Feature engineering Types¶
Feature Creation (Encoding, Binning)¶
Refers to the creation of new features from existing data to help with better predictions.
Examples:
- one-hot-encoding: transform values in columns with boolean 1 or 0 (Ex: cities, product categories)
- binning: continuous numerical values into groups (ex: age, salary, temperature)
- splitting (Ex: date to year, month and day, and full name to first and last name)
- calculated features (ex: Body Mass Index, total purchase value, account age from signup date)
Feature Transformation¶
- Imputation (missing)
- Missing indicators (1 or 0 for missing)
- Outlier clipping
- Feature interaction (Cartesian product.

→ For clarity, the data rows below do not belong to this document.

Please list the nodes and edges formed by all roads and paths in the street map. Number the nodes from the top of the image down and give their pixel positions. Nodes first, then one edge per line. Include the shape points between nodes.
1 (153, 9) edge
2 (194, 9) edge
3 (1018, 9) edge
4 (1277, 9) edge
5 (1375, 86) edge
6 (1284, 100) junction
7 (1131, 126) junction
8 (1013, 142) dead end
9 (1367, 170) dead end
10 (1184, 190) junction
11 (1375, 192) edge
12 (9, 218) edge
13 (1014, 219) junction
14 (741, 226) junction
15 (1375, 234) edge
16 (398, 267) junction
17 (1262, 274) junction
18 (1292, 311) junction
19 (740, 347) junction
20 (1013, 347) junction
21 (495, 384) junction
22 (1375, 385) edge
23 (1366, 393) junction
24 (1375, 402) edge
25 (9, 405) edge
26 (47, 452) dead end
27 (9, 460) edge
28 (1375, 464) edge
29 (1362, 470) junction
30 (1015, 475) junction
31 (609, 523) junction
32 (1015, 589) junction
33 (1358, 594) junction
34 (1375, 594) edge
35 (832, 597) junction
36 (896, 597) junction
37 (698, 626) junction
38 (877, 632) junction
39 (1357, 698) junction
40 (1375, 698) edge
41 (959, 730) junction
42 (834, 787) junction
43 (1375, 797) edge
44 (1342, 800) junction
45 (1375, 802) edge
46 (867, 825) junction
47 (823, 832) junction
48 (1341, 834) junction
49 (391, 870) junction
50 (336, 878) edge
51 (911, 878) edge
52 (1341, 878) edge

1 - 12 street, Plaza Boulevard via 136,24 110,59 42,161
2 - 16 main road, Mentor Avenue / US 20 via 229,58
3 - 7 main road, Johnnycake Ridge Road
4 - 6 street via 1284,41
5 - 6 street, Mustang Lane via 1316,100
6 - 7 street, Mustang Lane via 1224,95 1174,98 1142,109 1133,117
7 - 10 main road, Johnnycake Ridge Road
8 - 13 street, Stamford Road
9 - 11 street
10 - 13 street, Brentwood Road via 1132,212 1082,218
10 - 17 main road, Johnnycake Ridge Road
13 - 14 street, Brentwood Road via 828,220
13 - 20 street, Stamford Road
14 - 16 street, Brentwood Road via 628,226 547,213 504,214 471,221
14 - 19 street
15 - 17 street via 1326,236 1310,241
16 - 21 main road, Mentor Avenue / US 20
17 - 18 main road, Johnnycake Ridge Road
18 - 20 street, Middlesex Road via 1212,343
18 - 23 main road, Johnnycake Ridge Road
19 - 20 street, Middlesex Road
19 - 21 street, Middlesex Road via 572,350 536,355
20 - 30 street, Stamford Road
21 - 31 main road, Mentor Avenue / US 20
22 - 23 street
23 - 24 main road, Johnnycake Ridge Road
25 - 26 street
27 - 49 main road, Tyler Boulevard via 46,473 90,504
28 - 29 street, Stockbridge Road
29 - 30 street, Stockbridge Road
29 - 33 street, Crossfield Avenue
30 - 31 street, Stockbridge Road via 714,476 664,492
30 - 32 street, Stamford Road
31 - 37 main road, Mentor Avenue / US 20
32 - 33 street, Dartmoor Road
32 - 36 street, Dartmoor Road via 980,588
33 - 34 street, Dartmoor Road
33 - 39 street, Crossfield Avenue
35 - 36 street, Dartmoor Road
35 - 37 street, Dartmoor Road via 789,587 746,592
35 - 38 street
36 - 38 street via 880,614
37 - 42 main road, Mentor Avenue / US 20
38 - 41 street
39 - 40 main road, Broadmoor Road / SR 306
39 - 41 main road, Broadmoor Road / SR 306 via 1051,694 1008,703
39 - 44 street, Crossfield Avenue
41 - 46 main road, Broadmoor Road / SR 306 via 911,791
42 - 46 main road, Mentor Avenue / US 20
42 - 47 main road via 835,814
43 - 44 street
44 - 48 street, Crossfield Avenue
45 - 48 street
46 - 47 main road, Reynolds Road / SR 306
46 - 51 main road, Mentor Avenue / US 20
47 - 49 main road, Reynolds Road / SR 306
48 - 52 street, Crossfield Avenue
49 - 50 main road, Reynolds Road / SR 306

Ex: age_income, age * income)
- Outlier clipping
- Scaling/normalization
- Invalid value replacement
Feature Extraction (PCA, LDA)¶
Involves reducing the amount of data to be processed using dimensionality reduction and noise removal techniques, reducing the amount of memory and computing power required while still maintaining the original data characteristics.
Examples:
- PCA (Principal Component Analysis)
- LDA (Linear Discriminant Analysis)
- IDA (Independent Component Analysis)
Principal Component Analysis¶
PCA is a dimensionality reduction technique that converts many correlated features into a smaller number of new features (principal components) while keeping as much variance(information) as possible.

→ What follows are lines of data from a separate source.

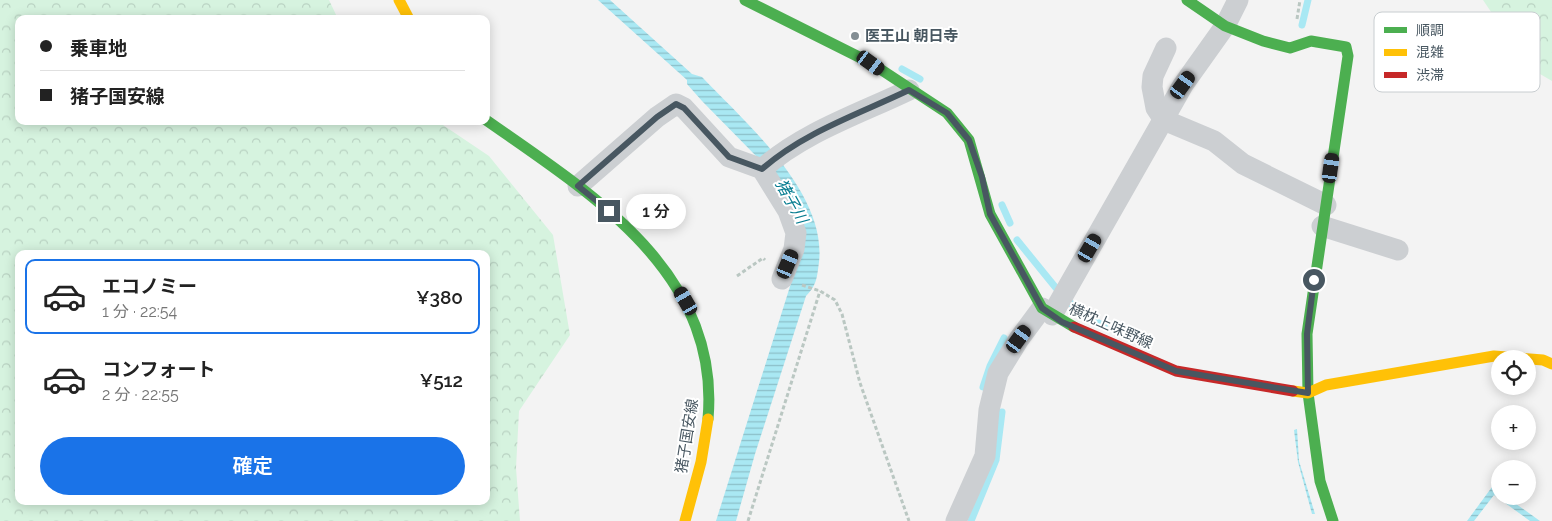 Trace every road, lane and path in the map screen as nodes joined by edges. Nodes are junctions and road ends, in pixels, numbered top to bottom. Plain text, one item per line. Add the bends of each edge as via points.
1 (399, 0) edge
2 (745, 0) edge
3 (1187, 0) edge
4 (1238, 0) edge
5 (407, 15) edge
6 (1226, 26) junction
7 (1166, 48) dead end
8 (909, 90) junction
9 (1164, 120) junction
10 (490, 123) edge
11 (762, 169) junction
12 (578, 186) junction
13 (1326, 205) junction
14 (1322, 226) junction
15 (1398, 250) dead end
16 (737, 276) dead end
17 (782, 279) junction
18 (820, 291) junction
19 (1047, 311) junction
20 (1552, 364) edge
21 (1308, 393) junction
22 (685, 521) edge
23 (748, 521) edge
24 (909, 521) edge
25 (956, 521) edge
26 (1332, 521) edge

1 - 5 street
2 - 8 street via 871,63
3 - 6 street
4 - 6 street
6 - 9 street via 1183,85
6 - 13 street via 1290,48 1311,41 1346,47 1348,56
7 - 9 street via 1153,76 1152,87 1156,108
8 - 11 street via 846,117 781,152
8 - 19 street via 947,113 969,140 990,214
9 - 13 street via 1214,141 1243,164
9 - 19 street
10 - 12 street, 猪子国安線
11 - 12 street via 729,157 684,108 676,104
11 - 17 street via 788,211 796,233 794,249
12 - 22 street, 猪子国安線 via 639,237 670,273 694,315 706,359 709,403 701,458
13 - 14 street
14 - 15 street
14 - 21 street via 1307,334
16 - 17 path via 763,258
17 - 18 path
18 - 23 path
18 - 24 path via 836,300 842,314 860,383
19 - 21 street, 横枕上味野線 via 1062,322 1176,371
19 - 25 street via 1019,339 998,374 989,410 984,456
20 - 21 street via 1543,360 1494,356 1326,385
21 - 26 street via 1320,481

- Unsupervised: does not use labels
- Linear transformation
Imagine you have 2 features:
| height | weight |
|---|---|
| 170 | 70 |
| 180 | 80 |
| 160 | 60 |
These features are high correlated, so instead of using both PCA uses a new axis that captures the largest variation in data
Use cases:
- image compression
- feature reduction before training
Feature Selection¶
Is the process of selecting a subset of extracted features.
Examples:
- Feature importance score
- Correlation matrix